When working in the office, you might get up to make a drink or turn and chat to the person next to you, but you may find when working from home that you take fewer breaks and spend less time talking to people on your team. Take some time throughout the day to stretch your legs and get away from your desk and you’ll find it’s easier to keep your concentration.

Apply colour psychology

The colours you use in your home office could make a difference to your motivation at home. It’s thought that blue is the best colour for productivity, while green is often chosen for calmness and balance. In a creative industry, yellow might be a better colour as it stimulates emotion. You might want to avoid using red in your home office as this can create a sense of urgency, and might even make you hungry (hence many fast food restaurants use it in their own branding).

Make use of tools and software

Apps and computer tools are very beneficial to business people who work from home as well as those who are office-based.
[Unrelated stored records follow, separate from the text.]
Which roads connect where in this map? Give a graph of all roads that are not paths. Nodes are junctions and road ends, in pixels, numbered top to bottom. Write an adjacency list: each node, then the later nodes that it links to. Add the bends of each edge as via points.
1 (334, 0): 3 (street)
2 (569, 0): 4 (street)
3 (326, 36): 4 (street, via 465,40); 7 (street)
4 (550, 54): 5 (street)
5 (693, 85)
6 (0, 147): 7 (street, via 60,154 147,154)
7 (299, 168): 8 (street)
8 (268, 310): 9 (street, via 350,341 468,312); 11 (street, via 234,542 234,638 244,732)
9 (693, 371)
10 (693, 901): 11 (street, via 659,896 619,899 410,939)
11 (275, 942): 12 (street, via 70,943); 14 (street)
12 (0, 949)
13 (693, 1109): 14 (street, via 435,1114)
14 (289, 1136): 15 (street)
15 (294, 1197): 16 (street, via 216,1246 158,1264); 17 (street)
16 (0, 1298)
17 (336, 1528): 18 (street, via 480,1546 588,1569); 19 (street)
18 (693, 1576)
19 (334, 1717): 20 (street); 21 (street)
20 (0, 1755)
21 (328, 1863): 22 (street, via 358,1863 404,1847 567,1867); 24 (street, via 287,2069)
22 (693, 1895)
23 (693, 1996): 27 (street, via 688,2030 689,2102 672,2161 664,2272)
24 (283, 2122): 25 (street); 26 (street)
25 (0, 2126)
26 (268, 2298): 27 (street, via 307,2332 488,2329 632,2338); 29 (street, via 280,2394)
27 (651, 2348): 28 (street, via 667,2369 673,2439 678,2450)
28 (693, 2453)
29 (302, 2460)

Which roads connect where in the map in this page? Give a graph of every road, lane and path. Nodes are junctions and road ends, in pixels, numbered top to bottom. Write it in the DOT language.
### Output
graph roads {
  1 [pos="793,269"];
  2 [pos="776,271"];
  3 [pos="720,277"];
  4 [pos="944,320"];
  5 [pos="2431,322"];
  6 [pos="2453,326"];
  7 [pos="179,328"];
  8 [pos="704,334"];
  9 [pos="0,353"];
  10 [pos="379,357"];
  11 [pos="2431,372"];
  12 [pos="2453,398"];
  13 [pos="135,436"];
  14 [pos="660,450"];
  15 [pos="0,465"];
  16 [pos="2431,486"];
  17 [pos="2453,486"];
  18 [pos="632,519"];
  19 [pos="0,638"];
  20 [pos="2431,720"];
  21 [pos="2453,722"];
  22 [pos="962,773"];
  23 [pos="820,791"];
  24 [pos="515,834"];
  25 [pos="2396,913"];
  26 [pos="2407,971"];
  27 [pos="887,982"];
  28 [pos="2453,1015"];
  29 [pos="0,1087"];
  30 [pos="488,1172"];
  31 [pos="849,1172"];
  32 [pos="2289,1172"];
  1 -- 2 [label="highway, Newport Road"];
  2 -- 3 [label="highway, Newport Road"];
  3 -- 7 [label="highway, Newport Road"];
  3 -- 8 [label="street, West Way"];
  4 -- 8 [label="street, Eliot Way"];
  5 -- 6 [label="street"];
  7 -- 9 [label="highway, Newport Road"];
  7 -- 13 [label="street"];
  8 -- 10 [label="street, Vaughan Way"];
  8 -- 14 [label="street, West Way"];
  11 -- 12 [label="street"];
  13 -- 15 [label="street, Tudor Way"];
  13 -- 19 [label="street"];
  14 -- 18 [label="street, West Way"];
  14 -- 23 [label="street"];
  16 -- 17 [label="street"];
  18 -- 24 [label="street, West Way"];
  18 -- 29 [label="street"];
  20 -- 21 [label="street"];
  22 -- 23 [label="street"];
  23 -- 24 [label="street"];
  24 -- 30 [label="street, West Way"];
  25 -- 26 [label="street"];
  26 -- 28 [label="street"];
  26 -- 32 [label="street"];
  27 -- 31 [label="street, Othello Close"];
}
These tools range from time management and organisational apps to computer software such as task management programs and e-invoicing tools.

When working from home, it’s important that you can reach your colleagues easily and effectively. Video calling and conferencing tools can help with this, including Google Meet, Skype and Microsoft Teams. There’s further software that can help you and your colleagues to stay connected, particularly when collaborating on the same projects. These include, Asana and Slack.

For the most highly recommended tools, take a look at our guide on the top 15 remote working tools for freelancers. If you’re a business owner or employer who isn’t already utilising some of these, you can look to get them implemented to make your staff more productive and efficient.    

Has working from home increased productivity?

Working from home is something many of us had to adjust to during the COVID-19 pandemic, but is it actually better than working in an office when it comes to productivity?

A survey by the Society for Human Resource Management in the US found that a massive 77% of employees said they were more productive when working outside the office, while five in 10 staff members said they got more work done in less time or accomplished more in the same amount of time.

Another survey of almost 7,500 employees by global non-profit Catalyst had some perhaps surprising results around working from home. It revealed that when it came to being innovative, six out of 10 employees found it easier to come up with fresh ideas from home as compared to the office. They were also 75% more likely to be engaged and 68% more likely to be committed to their organisation when working from home.

This shows that productivity appears to be higher among home workers.